The CPDI has several strengths. First, since the differences in individual energy intake were not considered in the previous dietary index [15], excessive consumption of foods may lead to excess energy intake. Therefore, the CPDI assessed the food groups and nutrients consumption by food or nutrient density [55], making the evaluation of individual dietary status depending on quality rather than quantity. Second, the CPDI lies in the fact that it was developed based on the recommended dietary intake and energy requirements of children in different age groups, which is beneficial to address dietary issues specific to subgroups of preschoolers. Third, we used the CPDI to examine the dietary quality of Chinese preschool children from the CHNS (2004–2011) covering both urban and rural areas in 12 provinces and municipal cities of China.

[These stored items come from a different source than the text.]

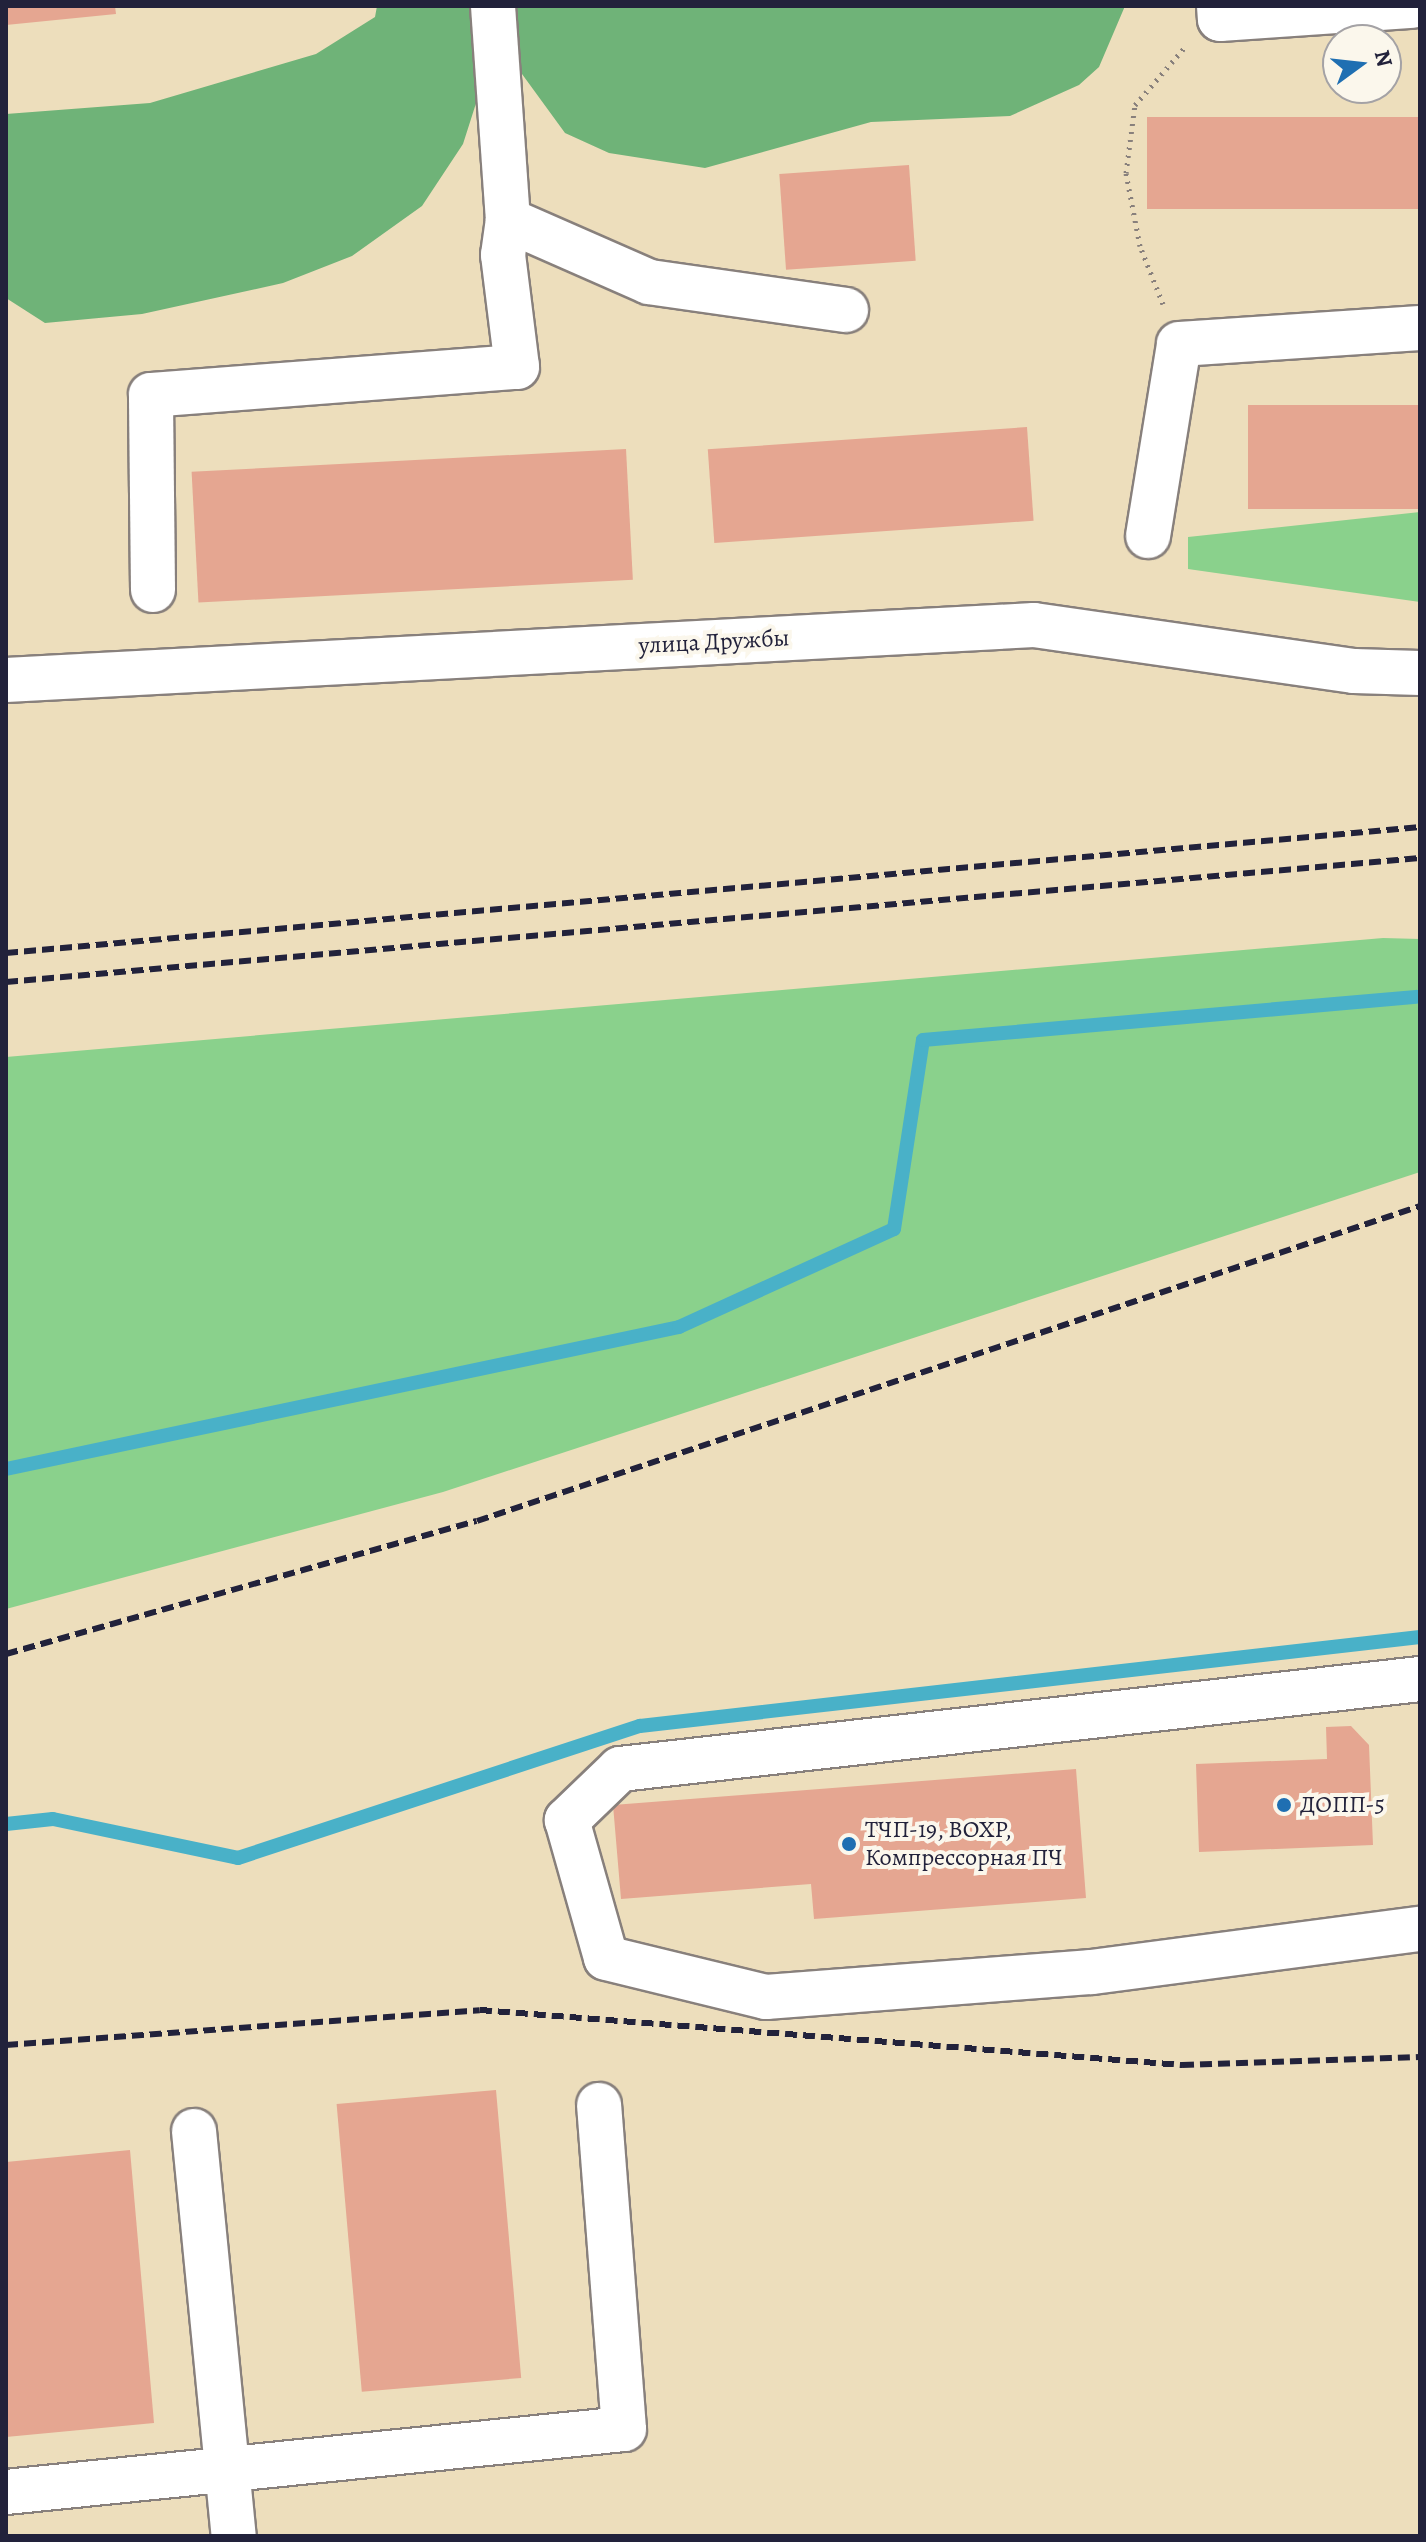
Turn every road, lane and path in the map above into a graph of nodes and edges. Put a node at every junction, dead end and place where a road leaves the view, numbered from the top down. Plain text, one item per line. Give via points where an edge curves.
1 (493, 6) edge
2 (1413, 6) edge
3 (1220, 12) edge
4 (508, 220) junction
5 (846, 310) dead end
6 (1420, 328) edge
7 (1179, 344) junction
8 (1148, 536) dead end
9 (153, 590) dead end
10 (1420, 673) edge
11 (6, 680) edge
12 (1420, 1679) edge
13 (1420, 1929) edge
14 (599, 2105) dead end
15 (194, 2131) dead end
16 (228, 2468) junction
17 (6, 2492) edge
18 (234, 2536) edge

1 - 4 street
2 - 3 street
3 - 7 path via 1135,105 1126,173 1140,246
4 - 5 street via 649,282
4 - 9 street via 503,255 517,367 151,395
6 - 7 street
7 - 8 street
10 - 11 street, улица Дружбы via 1354,671 1034,625
12 - 13 street via 620,1769 567,1820 606,1958 766,1997 1092,1972
14 - 16 street via 624,2429
15 - 16 street
16 - 17 street
16 - 18 street

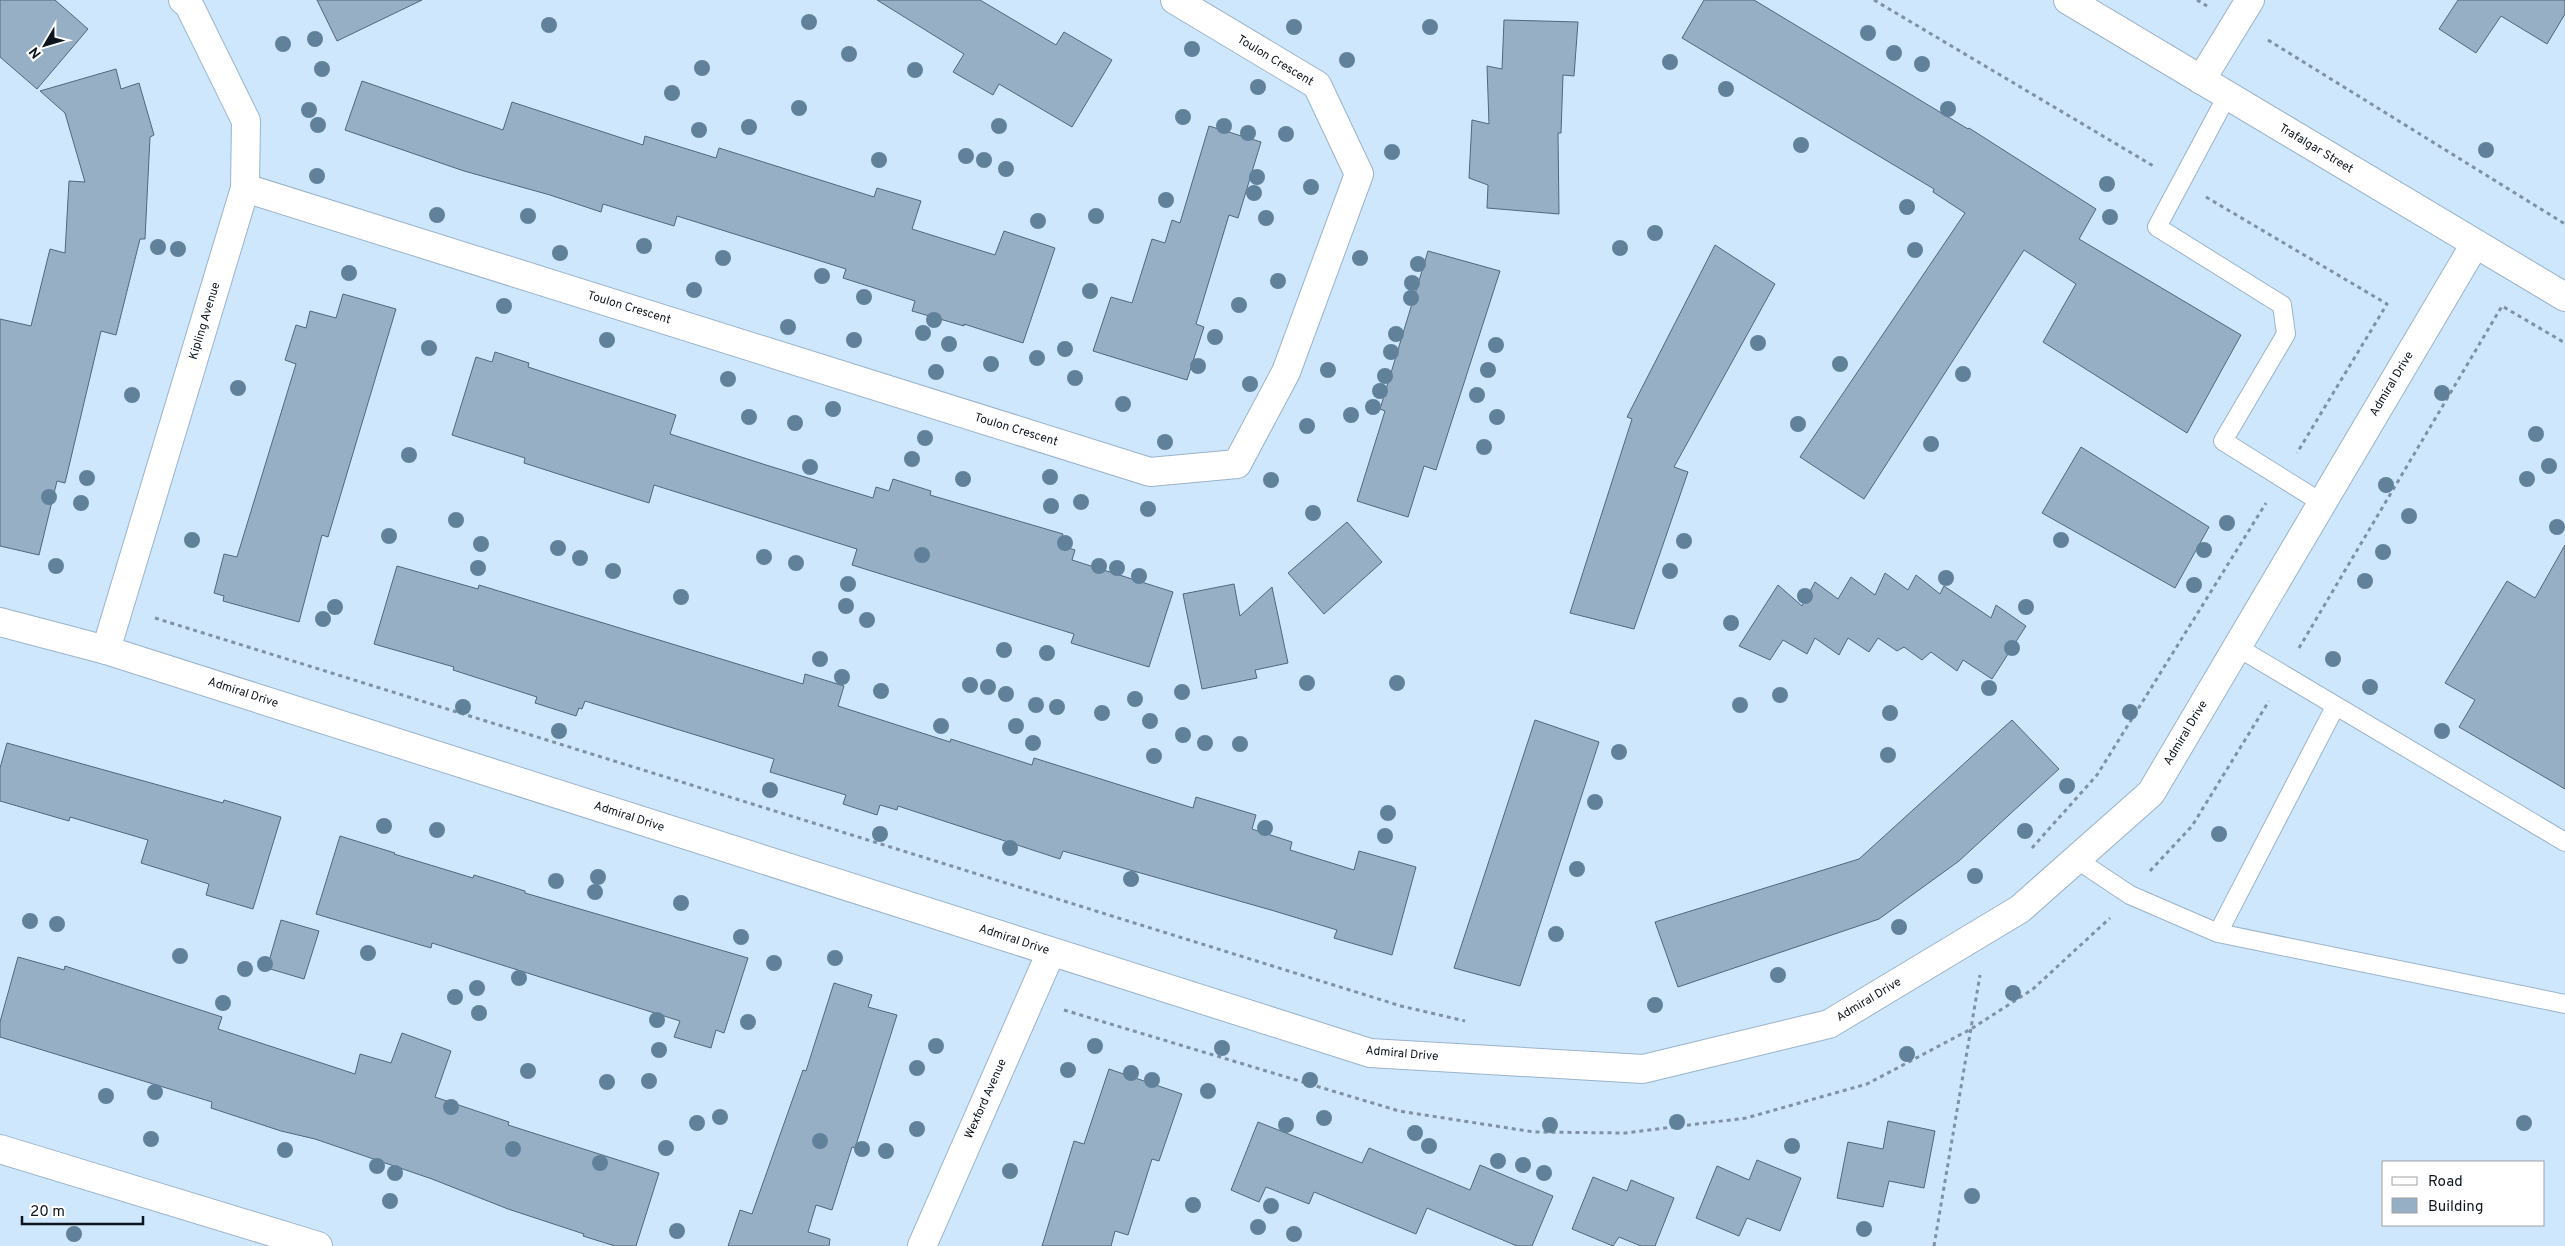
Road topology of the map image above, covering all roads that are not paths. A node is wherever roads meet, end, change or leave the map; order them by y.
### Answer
1 (182, 0) edge
2 (1175, 0) edge
3 (2068, 0) edge
4 (2250, 0) edge
5 (2201, 80) junction
6 (2227, 96) junction
7 (245, 188) junction
8 (2475, 244) junction
9 (2565, 297) edge
10 (2322, 503) junction
11 (0, 622) edge
12 (2237, 647) junction
13 (106, 650) junction
14 (2335, 707) junction
15 (2565, 842) edge
16 (2076, 859) junction
17 (2218, 933) junction
18 (1051, 952) junction
19 (2565, 1004) edge
20 (0, 1149) edge
21 (318, 1246) edge
22 (922, 1246) edge

1 - 7 street, Kipling Avenue
2 - 7 street, Toulon Crescent
3 - 5 street, Trafalgar Street
4 - 5 street
5 - 6 street, Trafalgar Street
6 - 8 street, Trafalgar Street
6 - 10 lane
7 - 13 street, Kipling Avenue
8 - 9 street, Trafalgar Street
8 - 10 street, Admiral Drive
10 - 12 street, Admiral Drive
11 - 13 street, Admiral Drive
12 - 14 lane
12 - 16 street, Admiral Drive
13 - 18 street, Admiral Drive
14 - 15 lane
14 - 17 lane
16 - 17 lane
16 - 18 street, Admiral Drive
17 - 19 lane
18 - 22 street, Wexford Avenue
20 - 21 street

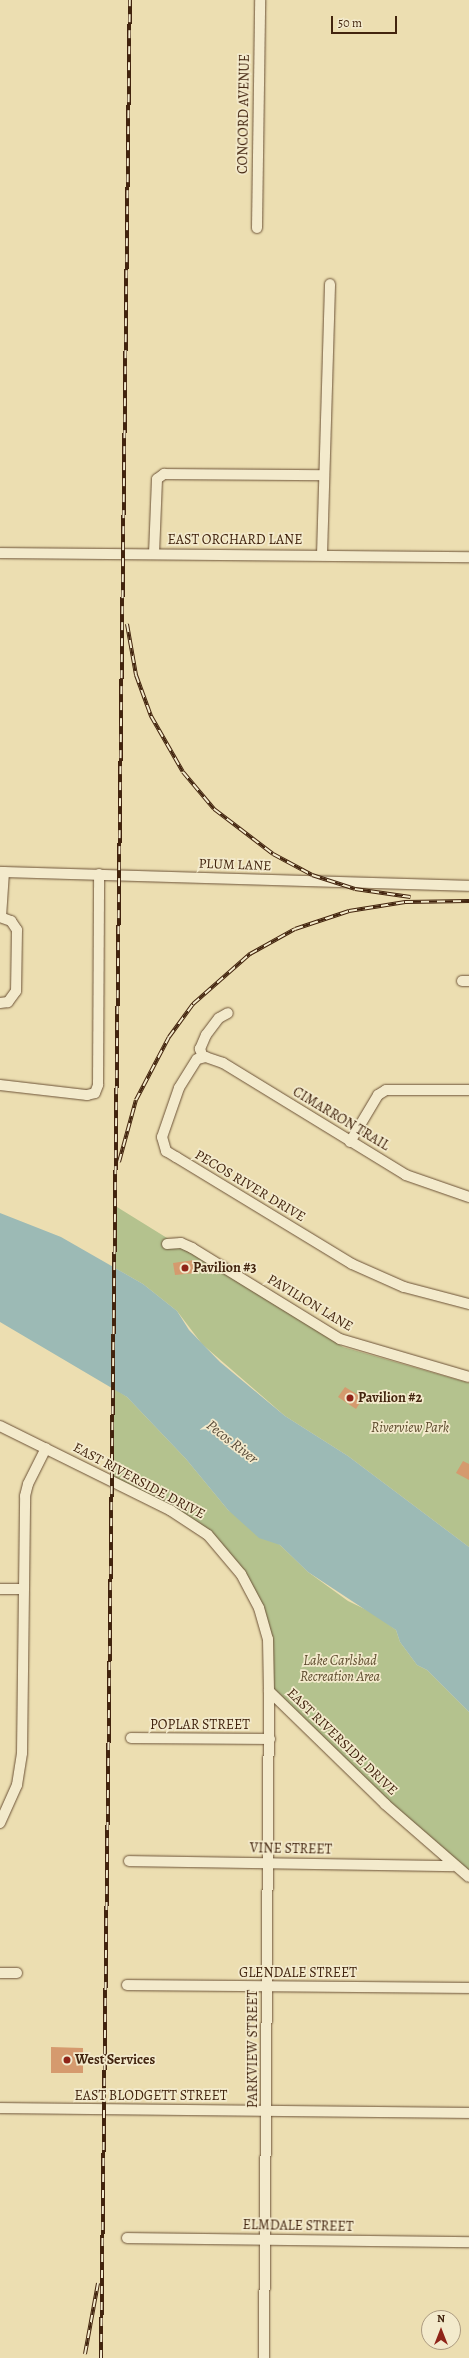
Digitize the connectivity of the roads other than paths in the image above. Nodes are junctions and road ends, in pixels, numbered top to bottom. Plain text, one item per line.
1 (260, 0) edge
2 (257, 228) dead end
3 (330, 284) dead end
4 (324, 475) junction
5 (0, 553) edge
6 (154, 554) junction
7 (322, 555) junction
8 (469, 557) edge
9 (2, 872) edge
10 (99, 874) junction
11 (469, 886) edge
12 (0, 917) edge
13 (0, 1003) edge
14 (228, 1013) dead end
15 (203, 1057) junction
16 (0, 1085) edge
17 (469, 1090) edge
18 (350, 1142) junction
19 (469, 1197) edge
20 (167, 1244) dead end
21 (469, 1304) edge
22 (469, 1377) edge
23 (0, 1426) edge
24 (46, 1448) junction
25 (0, 1589) edge
26 (24, 1590) junction
27 (269, 1691) junction
28 (131, 1738) dead end
29 (270, 1739) junction
30 (0, 1823) edge
31 (129, 1861) dead end
32 (269, 1863) junction
33 (453, 1866) junction
34 (469, 1878) edge
35 (0, 1973) edge
36 (17, 1973) dead end
37 (127, 1985) dead end
38 (268, 1987) junction
39 (469, 1988) edge
40 (0, 2108) edge
41 (267, 2111) junction
42 (469, 2113) edge
43 (127, 2238) dead end
44 (265, 2240) junction
45 (469, 2242) edge
46 (264, 2358) edge

1 - 2 street, CONCORD AVENUE
3 - 4 street
4 - 6 street
4 - 7 street
5 - 6 street, EAST ORCHARD LANE
6 - 7 street, EAST ORCHARD LANE
7 - 8 street, EAST ORCHARD LANE
9 - 10 street, PLUM LANE
9 - 12 street
10 - 11 street, PLUM LANE
10 - 16 street
12 - 13 street
14 - 15 street
15 - 18 street, CIMARRON TRAIL
15 - 21 street, PECOS RIVER DRIVE
17 - 18 street
18 - 19 street, CIMARRON TRAIL
20 - 22 street, PAVILION LANE
23 - 24 street, EAST RIVERSIDE DRIVE
24 - 26 street
24 - 27 street, EAST RIVERSIDE DRIVE
25 - 26 street
26 - 30 street
27 - 29 street, PARKVIEW STREET
27 - 33 street, EAST RIVERSIDE DRIVE
28 - 29 street, POPLAR STREET
29 - 32 street, PARKVIEW STREET
31 - 32 street, VINE STREET
32 - 33 street, VINE STREET
32 - 38 street, PARKVIEW STREET
33 - 34 street, EAST RIVERSIDE DRIVE
35 - 36 street
37 - 38 street, GLENDALE STREET
38 - 39 street, GLENDALE STREET
38 - 41 street, PARKVIEW STREET
40 - 41 street, EAST BLODGETT STREET
41 - 42 street, EAST BLODGETT STREET
41 - 44 street, PARKVIEW STREET
43 - 44 street, ELMDALE STREET
44 - 45 street, ELMDALE STREET
44 - 46 street, PARKVIEW STREET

Several limitations need to be noted in this study. First, there may be information bias because the dietary data of preschool children was collected through the three days 24-h diet recalls, and long-term dietary intake cannot be reflected. Meanwhile, there are different combination of the three-day diet collection (43.1% of the sample had three weekdays, 39.4% had two weekdays and one weekend day, and 17.5% had one weekday and two weekend days), which might lead to bias in individual dietary intake. Seasonal differences in food choice and intake may also exist. Second, there may be some social bias in the self-reported data, for example, parents tended to report a lower level of high-sugar and high-fat snacks. Third, due to unavailable recommended intake range for high-sugar and high-fat snacks in Chinese preschoolers, we have assigned five points to the component, which might lead to underrated on its importance on health outcomes. Since the CHNS was not designed to be representative of China but to capture a range of economic and demographic circumstances from South to North, the generalizability of these participants was limited. However, the provinces and municipal cities in our sample have covered a large part of urban and rural areas in China. Finally, it would be more accurate to use biomarkers to assess the intake of iron and vitamin A, but the collection of blood and urine samples from preschool children is difficult in most large observational studies.

Conclusions

The Chinese Preschooler Dietary Index was successfully established as an instrument to measure the overall diet quality and distinguish the differences in diet quality among Chinese preschool children. The diet quality of Chinese preschoolers is suboptimal and warrants improvement, especially for children in rural areas and low-income families. The CPDI can determine overconsumption as well as insufficient intake, which is beneficial for future research examining the associations between diet and health outcomes in preschool children. In addition, more validation and replicability are needed to advance this research in China.